- **Task brief**: Every record below should be retyped exactly, and no picture should appear in the copy.

Source records
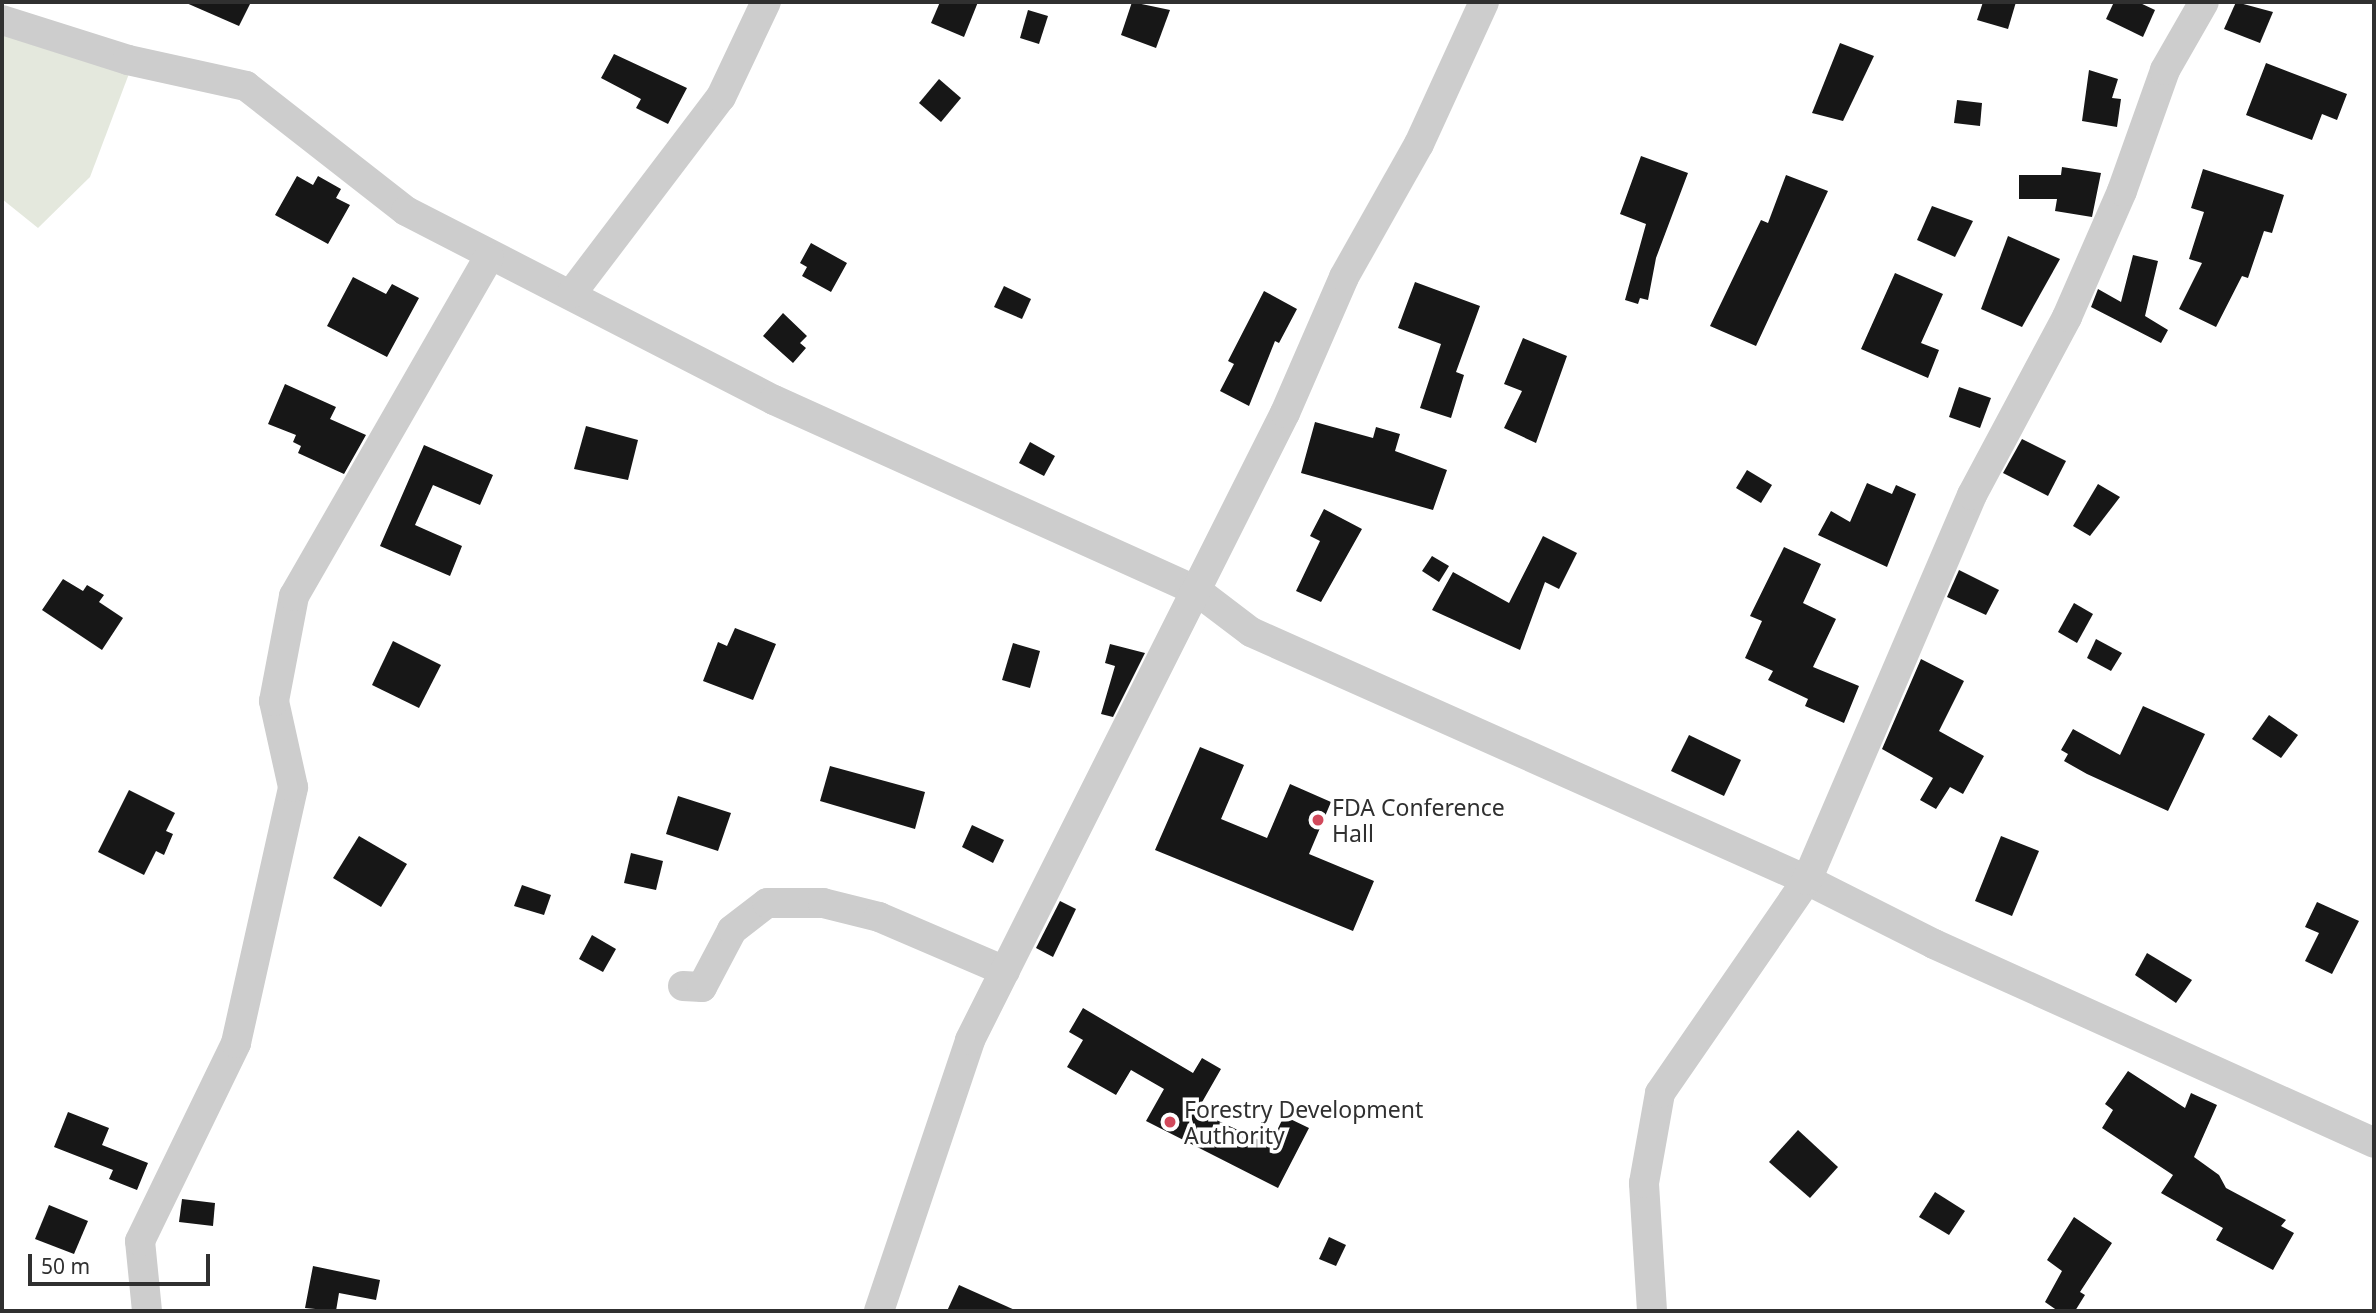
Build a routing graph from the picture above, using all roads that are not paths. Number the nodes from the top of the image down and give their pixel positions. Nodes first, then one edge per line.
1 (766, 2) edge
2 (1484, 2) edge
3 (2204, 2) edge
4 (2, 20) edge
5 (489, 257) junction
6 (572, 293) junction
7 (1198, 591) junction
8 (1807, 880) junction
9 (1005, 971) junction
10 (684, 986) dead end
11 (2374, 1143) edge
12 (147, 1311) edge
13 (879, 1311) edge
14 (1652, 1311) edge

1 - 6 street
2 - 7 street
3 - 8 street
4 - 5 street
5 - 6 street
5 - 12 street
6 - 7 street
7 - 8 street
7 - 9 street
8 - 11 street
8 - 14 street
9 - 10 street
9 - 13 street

- **Output of the task**:
Build a routing graph from the picture above, using all roads that are not paths. Number the nodes from the top of the image down and give their pixel positions. Nodes first, then one edge per line.
1 (766, 2) edge
2 (1484, 2) edge
3 (2204, 2) edge
4 (2, 20) edge
5 (489, 257) junction
6 (572, 293) junction
7 (1198, 591) junction
8 (1807, 880) junction
9 (1005, 971) junction
10 (684, 986) dead end
11 (2374, 1143) edge
12 (147, 1311) edge
13 (879, 1311) edge
14 (1652, 1311) edge

1 - 6 street
2 - 7 street
3 - 8 street
4 - 5 street
5 - 6 street
5 - 12 street
6 - 7 street
7 - 8 street
7 - 9 street
8 - 11 street
8 - 14 street
9 - 10 street
9 - 13 street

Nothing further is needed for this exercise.